A Batch Feature View defines a transformation that turns your raw data into feature values. When Tecton executes the transformation, it always runs directly in the data platform you connected to Tecton (e.g. your Snowflake warehouse or your Databricks cluster).

from tecton import batch_feature_view


@batch_feature_view(sources=[transactions], entities=[user], mode="spark_sql")
def user_last_transaction_amount(transactions):
return f"""
SELECT
USER_ID,
AMOUNT,
TIMESTAMP
FROM
{transactions}
"""

Materialization to the Online and Offline Feature Store

Online Materialization

You can easily make batch features available for low-latency online retrieval to feed an online model. Simply set online=True, a batch_schedule that determines how frequently Tecton runs your transformation and a feature_start_time date to backfill feature data from.

from tecton import batch_feature_view
from datetime import datetime, timedelta


@batch_feature_view(
sources=[transactions],
entities=[user],
mode="spark_sql",
online=True,
batch_schedule=timedelta(days=1),
feature_start_time=datetime(2020, 10, 10),
)
def user_last_transaction_amount(transactions):
return f"""
SELECT
USER_ID,
AMOUNT,
TIMESTAMP
FROM
{transactions}
"""

Offline Materialization

Tecton also supports offline materialization. This can speed up some expensive queries considerably. When you set offline=True, Tecton will materialize offline feature data to an offline table according to the batch_schedule and feature_start_time.

from tecton import batch_feature_view
from datetime import datetime, timedelta


@batch_feature_view(
sources=[transactions],
entities=[user],
mode="spark_sql",
offline=True,
batch_schedule=timedelta(days=1),
feature_start_time=datetime(2020, 10, 10),
)
def user_last_transaction_amount(transactions):
return f"""
SELECT
USER_ID,
AMOUNT,
TIMESTAMP
FROM
{transactions}
"""

If you don’t materialize Batch Feature Views offline, Tecton will always execute your transformation when you use the Tecton SDK to generate offline data. Speaking in SQL terms, a Batch Feature View without offline materialization is simply a “View”. A Batch Feature View with offline materialization is a “Materialized View”.

Offline materialization has additional benefits including:

  • Online-offline skew is minimized because the data in the online and offline store is incrementally updated at the same time.
  • Offline feature data is saved so it is resilient to any losses of historical data upstream.

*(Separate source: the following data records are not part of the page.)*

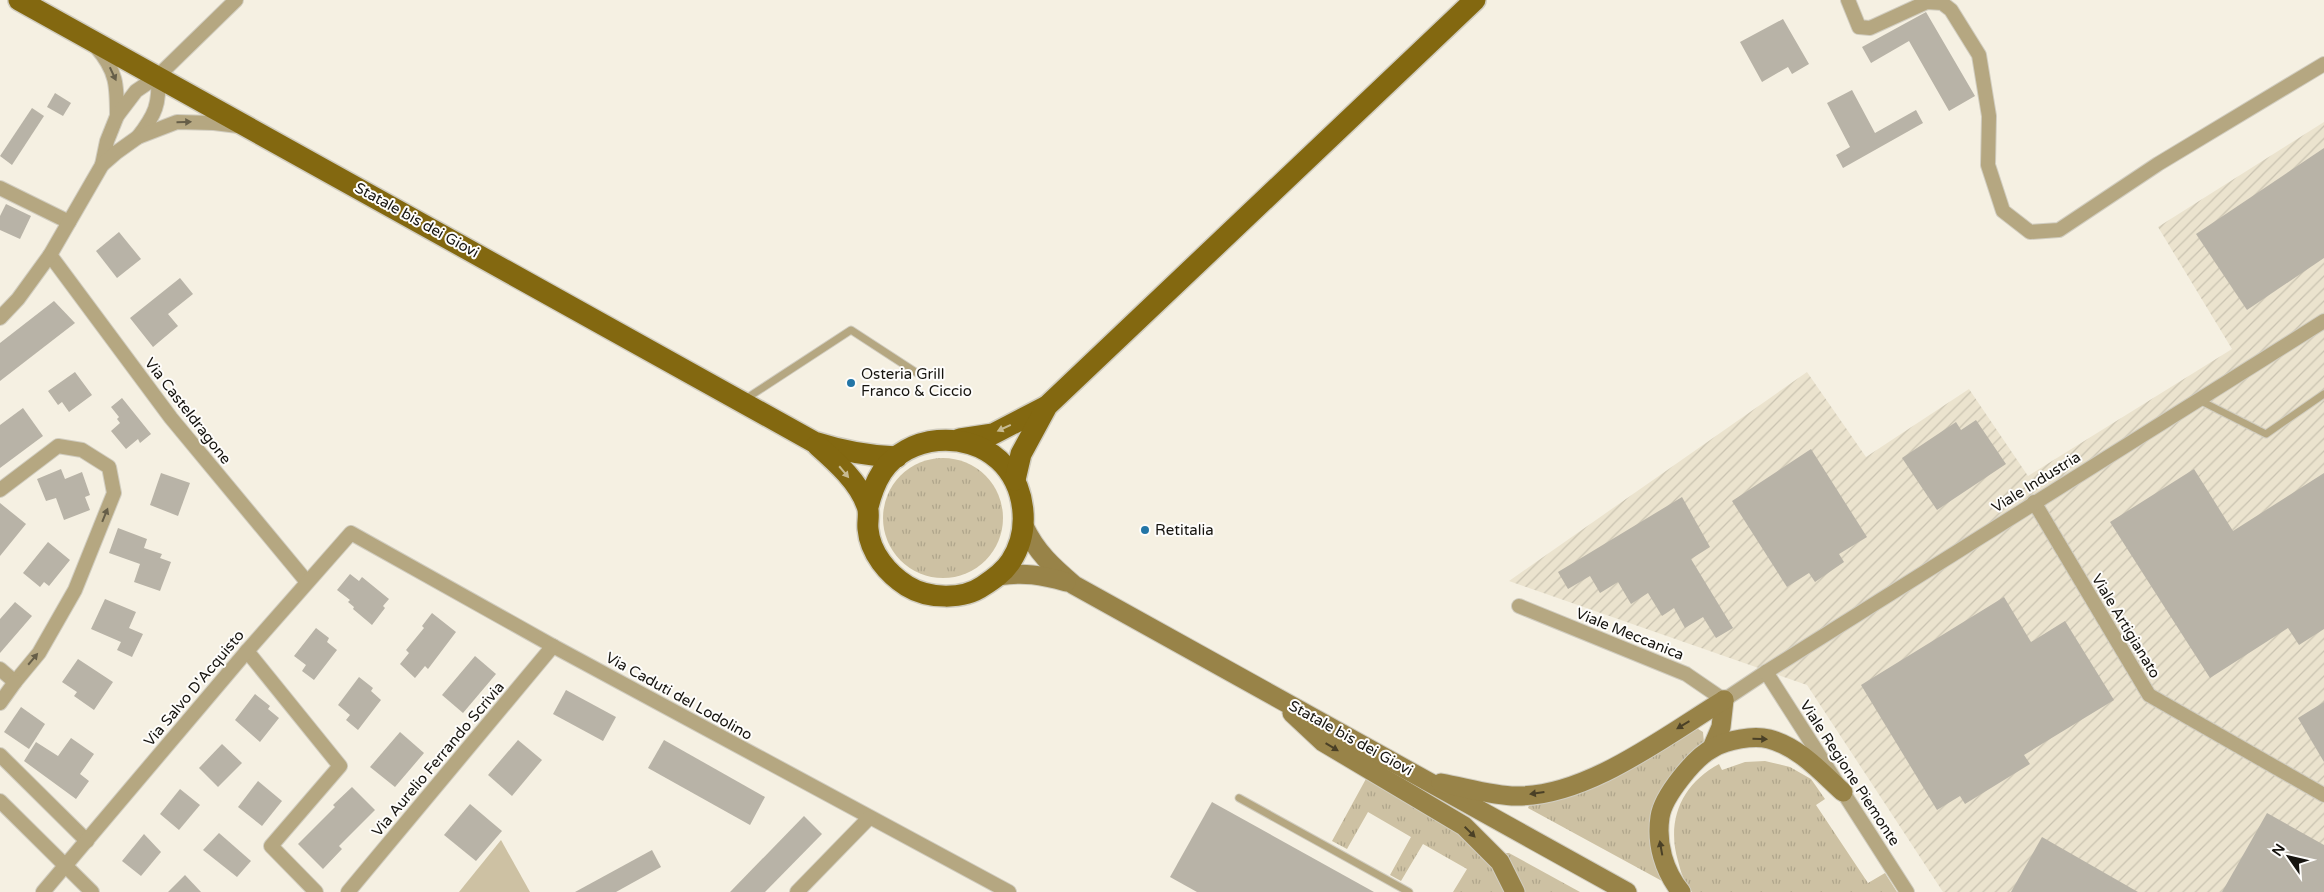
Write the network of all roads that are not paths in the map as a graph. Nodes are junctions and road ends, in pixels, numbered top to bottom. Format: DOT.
graph roads {
  1 [pos="19,0"];
  2 [pos="236,0"];
  3 [pos="1475,0"];
  4 [pos="1848,0"];
  5 [pos="90,39"];
  6 [pos="2324,64"];
  7 [pos="158,76"];
  8 [pos="117,116"];
  9 [pos="254,129"];
  10 [pos="138,137"];
  11 [pos="102,165"];
  12 [pos="0,188"];
  13 [pos="69,222"];
  14 [pos="50,255"];
  15 [pos="0,318"];
  16 [pos="2324,321"];
  17 [pos="917,373"];
  18 [pos="2324,394"];
  19 [pos="2198,400"];
  20 [pos="742,402"];
  21 [pos="1047,406"];
  22 [pos="954,440"];
  23 [pos="814,442"];
  24 [pos="897,456"];
  25 [pos="1015,480"];
  26 [pos="0,490"];
  27 [pos="2034,502"];
  28 [pos="868,507"];
  29 [pos="1024,526"];
  30 [pos="351,533"];
  31 [pos="999,576"];
  32 [pos="307,582"];
  33 [pos="1074,585"];
  34 [pos="1518,606"];
  35 [pos="552,646"];
  36 [pos="246,651"];
  37 [pos="0,669"];
  38 [pos="1766,672"];
  39 [pos="15,682"];
  40 [pos="1269,692"];
  41 [pos="1724,700"];
  42 [pos="0,703"];
  43 [pos="1712,748"];
  44 [pos="0,754"];
  45 [pos="1426,780"];
  46 [pos="1843,792"];
  47 [pos="2324,795"];
  48 [pos="1238,798"];
  49 [pos="0,801"];
  50 [pos="869,818"];
  51 [pos="87,840"];
  52 [pos="65,866"];
  53 [pos="990,889"];
  54 [pos="43,892"];
  55 [pos="92,892"];
  56 [pos="316,892"];
  57 [pos="348,892"];
  58 [pos="797,892"];
  59 [pos="1009,892"];
  60 [pos="1409,892"];
  61 [pos="1515,892"];
  62 [pos="1627,892"];
  63 [pos="1681,892"];
  64 [pos="1907,892"];
  1 -- 5 [label="main road, Statale bis dei Giovi"];
  2 -- 7 [label="street"];
  3 -- 21 [label="main road"];
  4 -- 6 [label="street"];
  5 -- 7 [label="main road, Statale bis dei Giovi"];
  5 -- 8 [label="street, one-way"];
  7 -- 8 [label="street"];
  7 -- 9 [label="main road, Statale bis dei Giovi"];
  7 -- 10 [label="street"];
  8 -- 11 [label="street"];
  10 -- 9 [label="street, one-way"];
  9 -- 20 [label="main road, Statale bis dei Giovi"];
  10 -- 11 [label="street"];
  11 -- 13 [label="street"];
  12 -- 13 [label="street"];
  13 -- 14 [label="street"];
  14 -- 15 [label="street"];
  14 -- 32 [label="street, Via Casteldragone"];
  16 -- 19 [label="street, Viale Industria"];
  17 -- 20 [label="lane"];
  18 -- 19 [label="lane"];
  19 -- 27 [label="street, Viale Industria"];
  20 -- 23 [label="main road, Statale bis dei Giovi"];
  21 -- 22 [label="main road, one-way"];
  21 -- 25 [label="main road"];
  22 -- 24 [label="main road, Statale bis dei Giovi"];
  22 -- 25 [label="main road, Statale bis dei Giovi"];
  23 -- 24 [label="main road, Statale bis dei Giovi"];
  23 -- 28 [label="main road, Statale bis dei Giovi, one-way"];
  24 -- 28 [label="main road, Statale bis dei Giovi"];
  25 -- 29 [label="main road, Statale bis dei Giovi"];
  39 -- 26 [label="street, one-way"];
  27 -- 38 [label="street, Viale Industria"];
  27 -- 47 [label="street, Viale Artigianato"];
  28 -- 31 [label="main road, Statale bis dei Giovi"];
  29 -- 31 [label="main road, Statale bis dei Giovi"];
  29 -- 33 [label="main road, Statale bis dei Giovi"];
  30 -- 32 [label="street, Via Salvo D'Acquisto"];
  30 -- 35 [label="street, Via Caduti del Lodolino"];
  31 -- 33 [label="main road, Statale bis dei Giovi"];
  32 -- 36 [label="street, Via Salvo D'Acquisto"];
  33 -- 40 [label="main road, Statale bis dei Giovi"];
  34 -- 41 [label="street, Viale Meccanica"];
  35 -- 50 [label="street, Via Caduti del Lodolino"];
  35 -- 57 [label="street, Via Aurelio Ferrando Scrivia"];
  36 -- 51 [label="street, Via Salvo D'Acquisto"];
  36 -- 56 [label="street"];
  37 -- 39 [label="street"];
  38 -- 41 [label="street, Viale Industria"];
  38 -- 46 [label="street, Viale Regione Piemonte"];
  39 -- 42 [label="street"];
  40 -- 45 [label="main road, Statale bis dei Giovi"];
  40 -- 61 [label="main road, one-way"];
  41 -- 43 [label="main road"];
  41 -- 45 [label="main road, one-way"];
  43 -- 46 [label="main road, one-way"];
  63 -- 43 [label="main road, one-way"];
  44 -- 51 [label="street"];
  45 -- 62 [label="main road, Statale bis dei Giovi"];
  46 -- 64 [label="street, Viale Regione Piemonte"];
  48 -- 60 [label="lane"];
  49 -- 52 [label="street"];
  50 -- 53 [label="street, Via Caduti del Lodolino"];
  50 -- 58 [label="street"];
  51 -- 52 [label="street, Via Salvo D'Acquisto"];
  52 -- 54 [label="street, Via Salvo D'Acquisto"];
  52 -- 55 [label="street"];
  53 -- 59 [label="street, Via Caduti del Lodolino"];
}
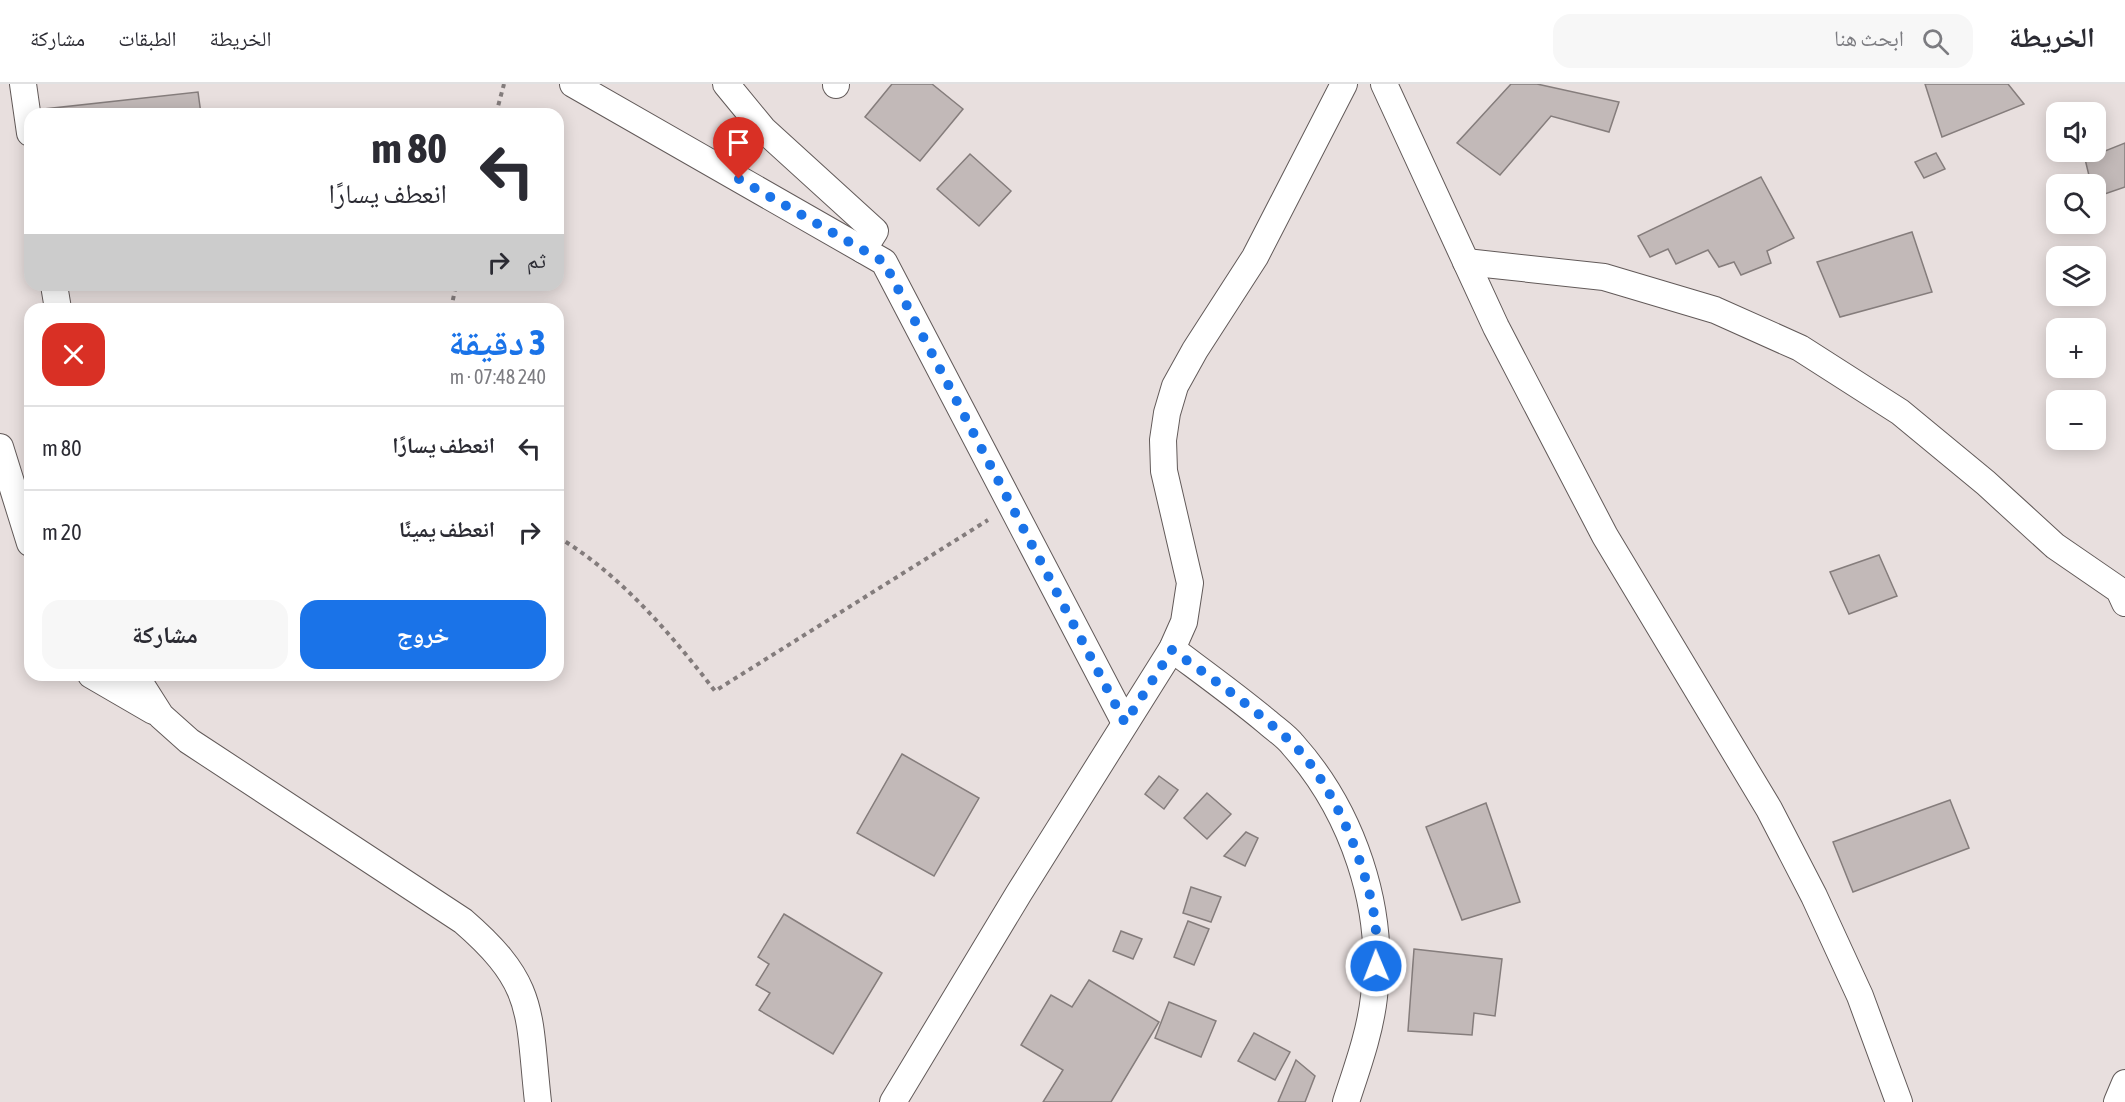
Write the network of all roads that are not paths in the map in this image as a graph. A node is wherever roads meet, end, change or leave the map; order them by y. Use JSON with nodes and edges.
{"nodes":[{"id":1,"x":23,"y":84,"type":"edge"},
{"id":2,"x":573,"y":84,"type":"edge"},
{"id":3,"x":726,"y":84,"type":"edge"},
{"id":4,"x":1344,"y":84,"type":"edge"},
{"id":5,"x":1384,"y":84,"type":"edge"},
{"id":6,"x":26,"y":108,"type":"edge"},
{"id":7,"x":863,"y":250,"type":"junction"},
{"id":8,"x":1466,"y":262,"type":"junction"},
{"id":9,"x":0,"y":447,"type":"edge"},
{"id":10,"x":24,"y":524,"type":"edge"},
{"id":11,"x":2123,"y":595,"type":"edge"},
{"id":12,"x":1172,"y":650,"type":"junction"},
{"id":13,"x":102,"y":681,"type":"edge"},
{"id":14,"x":139,"y":681,"type":"edge"},
{"id":15,"x":161,"y":716,"type":"junction"},
{"id":16,"x":1125,"y":723,"type":"junction"},
{"id":17,"x":2125,"y":1083,"type":"edge"},
{"id":18,"x":538,"y":1102,"type":"edge"},
{"id":19,"x":893,"y":1102,"type":"edge"},
{"id":20,"x":1346,"y":1102,"type":"edge"},
{"id":21,"x":1899,"y":1102,"type":"edge"},
{"id":22,"x":2117,"y":1102,"type":"edge"}],
"edges":[{"from":1,"to":6,"type":"street"},
{"from":2,"to":7,"type":"street"},
{"from":3,"to":7,"type":"street"},
{"from":4,"to":12,"type":"street"},
{"from":5,"to":8,"type":"street"},
{"from":7,"to":16,"type":"street"},
{"from":8,"to":11,"type":"street"},
{"from":8,"to":21,"type":"street"},
{"from":9,"to":10,"type":"street"},
{"from":12,"to":16,"type":"street"},
{"from":12,"to":20,"type":"street"},
{"from":13,"to":15,"type":"street"},
{"from":14,"to":15,"type":"street"},
{"from":15,"to":18,"type":"street"},
{"from":16,"to":19,"type":"street"},
{"from":17,"to":22,"type":"street"}]}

Materialization Feature Data Filtering

Every materialization run is expected to produce feature values for a specific time range. This time range is known as the “materialization window”. The materialization window is different for backfills and incremental runs:

  • During the initial backfill of feature data to the Online and Offline Feature Store, the materialization time window starts with feature_start_time and ends with Tecton’s “current wall clock time” at which the feature’s materialization is enabled.
  • On incremental runs, the materialization time window starts with the previous run’s start_time and ends with start_time + batch_schedule.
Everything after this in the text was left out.